● What to produce
Print out the records in full, keeping each word unchanged.

** Record set follows **

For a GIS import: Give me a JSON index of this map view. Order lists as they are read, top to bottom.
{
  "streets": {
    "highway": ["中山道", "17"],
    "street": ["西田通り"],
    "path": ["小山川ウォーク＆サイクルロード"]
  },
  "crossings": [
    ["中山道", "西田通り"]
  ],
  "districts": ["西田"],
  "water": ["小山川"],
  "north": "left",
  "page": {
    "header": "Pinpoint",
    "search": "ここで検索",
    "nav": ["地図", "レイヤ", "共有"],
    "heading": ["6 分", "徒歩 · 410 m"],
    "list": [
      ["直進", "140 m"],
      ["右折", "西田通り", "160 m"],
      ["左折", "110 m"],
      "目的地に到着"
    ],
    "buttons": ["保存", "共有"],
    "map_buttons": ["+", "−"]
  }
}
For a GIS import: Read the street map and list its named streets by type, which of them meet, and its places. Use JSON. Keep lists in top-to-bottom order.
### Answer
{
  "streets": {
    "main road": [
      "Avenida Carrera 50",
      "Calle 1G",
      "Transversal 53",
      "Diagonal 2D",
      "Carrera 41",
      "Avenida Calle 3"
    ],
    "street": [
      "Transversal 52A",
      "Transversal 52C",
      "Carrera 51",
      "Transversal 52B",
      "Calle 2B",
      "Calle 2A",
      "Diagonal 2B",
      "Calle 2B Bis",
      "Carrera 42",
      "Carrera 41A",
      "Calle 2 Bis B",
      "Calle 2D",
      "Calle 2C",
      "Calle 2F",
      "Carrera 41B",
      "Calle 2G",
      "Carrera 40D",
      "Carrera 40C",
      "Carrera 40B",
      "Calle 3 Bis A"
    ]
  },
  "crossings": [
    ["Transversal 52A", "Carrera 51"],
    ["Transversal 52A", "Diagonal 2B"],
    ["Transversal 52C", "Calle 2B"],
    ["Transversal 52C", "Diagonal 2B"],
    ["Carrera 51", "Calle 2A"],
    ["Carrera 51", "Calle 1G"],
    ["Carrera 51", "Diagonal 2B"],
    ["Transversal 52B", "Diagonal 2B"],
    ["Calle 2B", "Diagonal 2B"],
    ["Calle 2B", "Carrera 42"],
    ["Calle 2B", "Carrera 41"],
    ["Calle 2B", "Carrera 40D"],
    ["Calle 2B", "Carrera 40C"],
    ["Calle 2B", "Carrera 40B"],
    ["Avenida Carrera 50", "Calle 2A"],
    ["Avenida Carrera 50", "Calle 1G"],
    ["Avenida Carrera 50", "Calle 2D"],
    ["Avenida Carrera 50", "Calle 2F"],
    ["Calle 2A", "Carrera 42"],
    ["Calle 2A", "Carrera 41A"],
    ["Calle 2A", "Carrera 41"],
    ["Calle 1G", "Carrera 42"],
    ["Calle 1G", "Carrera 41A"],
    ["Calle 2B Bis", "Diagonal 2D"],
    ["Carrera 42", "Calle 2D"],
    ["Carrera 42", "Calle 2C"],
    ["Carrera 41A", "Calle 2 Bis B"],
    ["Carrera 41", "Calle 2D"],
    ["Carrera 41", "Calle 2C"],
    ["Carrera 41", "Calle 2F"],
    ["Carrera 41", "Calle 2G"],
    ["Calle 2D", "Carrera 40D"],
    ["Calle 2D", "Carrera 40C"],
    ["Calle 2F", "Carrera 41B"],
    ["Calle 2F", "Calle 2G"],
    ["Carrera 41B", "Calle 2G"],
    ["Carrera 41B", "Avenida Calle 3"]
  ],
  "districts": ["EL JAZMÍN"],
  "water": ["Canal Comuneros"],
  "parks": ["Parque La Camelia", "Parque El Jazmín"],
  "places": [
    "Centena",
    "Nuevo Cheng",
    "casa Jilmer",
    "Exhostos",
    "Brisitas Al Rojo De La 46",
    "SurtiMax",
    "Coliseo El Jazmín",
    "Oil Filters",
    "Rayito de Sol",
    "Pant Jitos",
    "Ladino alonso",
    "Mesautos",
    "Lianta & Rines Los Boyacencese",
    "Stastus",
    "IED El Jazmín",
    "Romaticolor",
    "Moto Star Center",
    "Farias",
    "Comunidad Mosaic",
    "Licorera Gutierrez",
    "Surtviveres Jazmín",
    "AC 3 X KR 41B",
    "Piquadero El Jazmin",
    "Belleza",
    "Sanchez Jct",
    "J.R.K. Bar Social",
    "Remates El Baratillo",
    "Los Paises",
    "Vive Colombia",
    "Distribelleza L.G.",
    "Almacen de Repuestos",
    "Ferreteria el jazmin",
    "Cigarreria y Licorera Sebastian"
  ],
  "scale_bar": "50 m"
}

** End of Record set **

● Your response
For a GIS import: Give me a JSON index of this map view. Order lists as they are read, top to bottom.
{
  "streets": {
    "highway": ["中山道", "17"],
    "street": ["西田通り"],
    "path": ["小山川ウォーク＆サイクルロード"]
  },
  "crossings": [
    ["中山道", "西田通り"]
  ],
  "districts": ["西田"],
  "water": ["小山川"],
  "north": "left",
  "page": {
    "header": "Pinpoint",
    "search": "ここで検索",
    "nav": ["地図", "レイヤ", "共有"],
    "heading": ["6 分", "徒歩 · 410 m"],
    "list": [
      ["直進", "140 m"],
      ["右折", "西田通り", "160 m"],
      ["左折", "110 m"],
      "目的地に到着"
    ],
    "buttons": ["保存", "共有"],
    "map_buttons": ["+", "−"]
  }
}
For a GIS import: Read the street map and list its named streets by type, which of them meet, and its places. Use JSON. Keep lists in top-to-bottom order.
### Answer
{
  "streets": {
    "main road": [
      "Avenida Carrera 50",
      "Calle 1G",
      "Transversal 53",
      "Diagonal 2D",
      "Carrera 41",
      "Avenida Calle 3"
    ],
    "street": [
      "Transversal 52A",
      "Transversal 52C",
      "Carrera 51",
      "Transversal 52B",
      "Calle 2B",
      "Calle 2A",
      "Diagonal 2B",
      "Calle 2B Bis",
      "Carrera 42",
      "Carrera 41A",
      "Calle 2 Bis B",
      "Calle 2D",
      "Calle 2C",
      "Calle 2F",
      "Carrera 41B",
      "Calle 2G",
      "Carrera 40D",
      "Carrera 40C",
      "Carrera 40B",
      "Calle 3 Bis A"
    ]
  },
  "crossings": [
    ["Transversal 52A", "Carrera 51"],
    ["Transversal 52A", "Diagonal 2B"],
    ["Transversal 52C", "Calle 2B"],
    ["Transversal 52C", "Diagonal 2B"],
    ["Carrera 51", "Calle 2A"],
    ["Carrera 51", "Calle 1G"],
    ["Carrera 51", "Diagonal 2B"],
    ["Transversal 52B", "Diagonal 2B"],
    ["Calle 2B", "Diagonal 2B"],
    ["Calle 2B", "Carrera 42"],
    ["Calle 2B", "Carrera 41"],
    ["Calle 2B", "Carrera 40D"],
    ["Calle 2B", "Carrera 40C"],
    ["Calle 2B", "Carrera 40B"],
    ["Avenida Carrera 50", "Calle 2A"],
    ["Avenida Carrera 50", "Calle 1G"],
    ["Avenida Carrera 50", "Calle 2D"],
    ["Avenida Carrera 50", "Calle 2F"],
    ["Calle 2A", "Carrera 42"],
    ["Calle 2A", "Carrera 41A"],
    ["Calle 2A", "Carrera 41"],
    ["Calle 1G", "Carrera 42"],
    ["Calle 1G", "Carrera 41A"],
    ["Calle 2B Bis", "Diagonal 2D"],
    ["Carrera 42", "Calle 2D"],
    ["Carrera 42", "Calle 2C"],
    ["Carrera 41A", "Calle 2 Bis B"],
    ["Carrera 41", "Calle 2D"],
    ["Carrera 41", "Calle 2C"],
    ["Carrera 41", "Calle 2F"],
    ["Carrera 41", "Calle 2G"],
    ["Calle 2D", "Carrera 40D"],
    ["Calle 2D", "Carrera 40C"],
    ["Calle 2F", "Carrera 41B"],
    ["Calle 2F", "Calle 2G"],
    ["Carrera 41B", "Calle 2G"],
    ["Carrera 41B", "Avenida Calle 3"]
  ],
  "districts": ["EL JAZMÍN"],
  "water": ["Canal Comuneros"],
  "parks": ["Parque La Camelia", "Parque El Jazmín"],
  "places": [
    "Centena",
    "Nuevo Cheng",
    "casa Jilmer",
    "Exhostos",
    "Brisitas Al Rojo De La 46",
    "SurtiMax",
    "Coliseo El Jazmín",
    "Oil Filters",
    "Rayito de Sol",
    "Pant Jitos",
    "Ladino alonso",
    "Mesautos",
    "Lianta & Rines Los Boyacencese",
    "Stastus",
    "IED El Jazmín",
    "Romaticolor",
    "Moto Star Center",
    "Farias",
    "Comunidad Mosaic",
    "Licorera Gutierrez",
    "Surtviveres Jazmín",
    "AC 3 X KR 41B",
    "Piquadero El Jazmin",
    "Belleza",
    "Sanchez Jct",
    "J.R.K. Bar Social",
    "Remates El Baratillo",
    "Los Paises",
    "Vive Colombia",
    "Distribelleza L.G.",
    "Almacen de Repuestos",
    "Ferreteria el jazmin",
    "Cigarreria y Licorera Sebastian"
  ],
  "scale_bar": "50 m"
}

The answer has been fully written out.